Data shown:

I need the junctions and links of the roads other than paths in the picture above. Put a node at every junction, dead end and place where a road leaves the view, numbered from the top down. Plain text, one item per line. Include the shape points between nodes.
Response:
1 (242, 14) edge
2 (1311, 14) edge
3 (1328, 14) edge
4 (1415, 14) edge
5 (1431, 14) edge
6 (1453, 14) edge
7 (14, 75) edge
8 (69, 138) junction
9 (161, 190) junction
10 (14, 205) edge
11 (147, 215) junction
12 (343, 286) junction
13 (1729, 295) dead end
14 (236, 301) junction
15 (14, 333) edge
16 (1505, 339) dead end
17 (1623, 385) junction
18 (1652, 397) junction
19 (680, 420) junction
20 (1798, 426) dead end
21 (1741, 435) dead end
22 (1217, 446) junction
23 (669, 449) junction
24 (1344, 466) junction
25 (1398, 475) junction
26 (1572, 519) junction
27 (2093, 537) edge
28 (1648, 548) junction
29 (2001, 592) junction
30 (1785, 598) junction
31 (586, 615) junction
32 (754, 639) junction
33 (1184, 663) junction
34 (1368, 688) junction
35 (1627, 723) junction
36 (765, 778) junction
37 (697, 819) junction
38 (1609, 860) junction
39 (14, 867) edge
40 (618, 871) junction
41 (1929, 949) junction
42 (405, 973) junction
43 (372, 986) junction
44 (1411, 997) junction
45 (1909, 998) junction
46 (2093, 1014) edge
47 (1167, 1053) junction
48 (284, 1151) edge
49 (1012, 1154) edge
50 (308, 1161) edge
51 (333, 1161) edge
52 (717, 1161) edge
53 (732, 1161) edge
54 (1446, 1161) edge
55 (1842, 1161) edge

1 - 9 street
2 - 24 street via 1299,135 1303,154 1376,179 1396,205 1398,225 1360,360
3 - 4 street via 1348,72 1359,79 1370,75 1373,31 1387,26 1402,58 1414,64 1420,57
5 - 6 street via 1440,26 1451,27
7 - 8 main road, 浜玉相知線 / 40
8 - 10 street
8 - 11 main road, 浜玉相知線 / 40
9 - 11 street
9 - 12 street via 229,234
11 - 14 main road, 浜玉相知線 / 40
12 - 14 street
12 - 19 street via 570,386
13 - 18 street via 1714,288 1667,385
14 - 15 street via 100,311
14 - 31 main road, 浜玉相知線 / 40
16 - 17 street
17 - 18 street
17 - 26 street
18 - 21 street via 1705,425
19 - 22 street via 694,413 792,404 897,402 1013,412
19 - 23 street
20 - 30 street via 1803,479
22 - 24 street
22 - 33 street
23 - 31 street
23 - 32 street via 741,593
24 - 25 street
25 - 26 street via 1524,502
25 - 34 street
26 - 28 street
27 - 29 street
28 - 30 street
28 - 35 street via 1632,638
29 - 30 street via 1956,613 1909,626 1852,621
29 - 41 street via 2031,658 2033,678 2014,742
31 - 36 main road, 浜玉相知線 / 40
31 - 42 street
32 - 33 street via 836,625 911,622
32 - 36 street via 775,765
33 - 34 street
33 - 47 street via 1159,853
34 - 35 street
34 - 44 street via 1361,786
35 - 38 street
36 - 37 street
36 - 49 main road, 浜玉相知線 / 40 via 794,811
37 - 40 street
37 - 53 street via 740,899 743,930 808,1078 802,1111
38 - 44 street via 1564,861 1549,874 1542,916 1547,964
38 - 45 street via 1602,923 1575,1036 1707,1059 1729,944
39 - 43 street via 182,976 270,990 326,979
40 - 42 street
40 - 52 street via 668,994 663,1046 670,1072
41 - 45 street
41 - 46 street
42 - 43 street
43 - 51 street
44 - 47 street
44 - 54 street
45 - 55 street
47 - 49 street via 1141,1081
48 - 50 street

What you are asked to do: Each line above is to be restated exactly.

Response:
I need the junctions and links of the roads other than paths in the picture above. Put a node at every junction, dead end and place where a road leaves the view, numbered from the top down. Plain text, one item per line. Include the shape points between nodes.
Response:
1 (242, 14) edge
2 (1311, 14) edge
3 (1328, 14) edge
4 (1415, 14) edge
5 (1431, 14) edge
6 (1453, 14) edge
7 (14, 75) edge
8 (69, 138) junction
9 (161, 190) junction
10 (14, 205) edge
11 (147, 215) junction
12 (343, 286) junction
13 (1729, 295) dead end
14 (236, 301) junction
15 (14, 333) edge
16 (1505, 339) dead end
17 (1623, 385) junction
18 (1652, 397) junction
19 (680, 420) junction
20 (1798, 426) dead end
21 (1741, 435) dead end
22 (1217, 446) junction
23 (669, 449) junction
24 (1344, 466) junction
25 (1398, 475) junction
26 (1572, 519) junction
27 (2093, 537) edge
28 (1648, 548) junction
29 (2001, 592) junction
30 (1785, 598) junction
31 (586, 615) junction
32 (754, 639) junction
33 (1184, 663) junction
34 (1368, 688) junction
35 (1627, 723) junction
36 (765, 778) junction
37 (697, 819) junction
38 (1609, 860) junction
39 (14, 867) edge
40 (618, 871) junction
41 (1929, 949) junction
42 (405, 973) junction
43 (372, 986) junction
44 (1411, 997) junction
45 (1909, 998) junction
46 (2093, 1014) edge
47 (1167, 1053) junction
48 (284, 1151) edge
49 (1012, 1154) edge
50 (308, 1161) edge
51 (333, 1161) edge
52 (717, 1161) edge
53 (732, 1161) edge
54 (1446, 1161) edge
55 (1842, 1161) edge

1 - 9 street
2 - 24 street via 1299,135 1303,154 1376,179 1396,205 1398,225 1360,360
3 - 4 street via 1348,72 1359,79 1370,75 1373,31 1387,26 1402,58 1414,64 1420,57
5 - 6 street via 1440,26 1451,27
7 - 8 main road, 浜玉相知線 / 40
8 - 10 street
8 - 11 main road, 浜玉相知線 / 40
9 - 11 street
9 - 12 street via 229,234
11 - 14 main road, 浜玉相知線 / 40
12 - 14 street
12 - 19 street via 570,386
13 - 18 street via 1714,288 1667,385
14 - 15 street via 100,311
14 - 31 main road, 浜玉相知線 / 40
16 - 17 street
17 - 18 street
17 - 26 street
18 - 21 street via 1705,425
19 - 22 street via 694,413 792,404 897,402 1013,412
19 - 23 street
20 - 30 street via 1803,479
22 - 24 street
22 - 33 street
23 - 31 street
23 - 32 street via 741,593
24 - 25 street
25 - 26 street via 1524,502
25 - 34 street
26 - 28 street
27 - 29 street
28 - 30 street
28 - 35 street via 1632,638
29 - 30 street via 1956,613 1909,626 1852,621
29 - 41 street via 2031,658 2033,678 2014,742
31 - 36 main road, 浜玉相知線 / 40
31 - 42 street
32 - 33 street via 836,625 911,622
32 - 36 street via 775,765
33 - 34 street
33 - 47 street via 1159,853
34 - 35 street
34 - 44 street via 1361,786
35 - 38 street
36 - 37 street
36 - 49 main road, 浜玉相知線 / 40 via 794,811
37 - 40 street
37 - 53 street via 740,899 743,930 808,1078 802,1111
38 - 44 street via 1564,861 1549,874 1542,916 1547,964
38 - 45 street via 1602,923 1575,1036 1707,1059 1729,944
39 - 43 street via 182,976 270,990 326,979
40 - 42 street
40 - 52 street via 668,994 663,1046 670,1072
41 - 45 street
41 - 46 street
42 - 43 street
43 - 51 street
44 - 47 street
44 - 54 street
45 - 55 street
47 - 49 street via 1141,1081
48 - 50 street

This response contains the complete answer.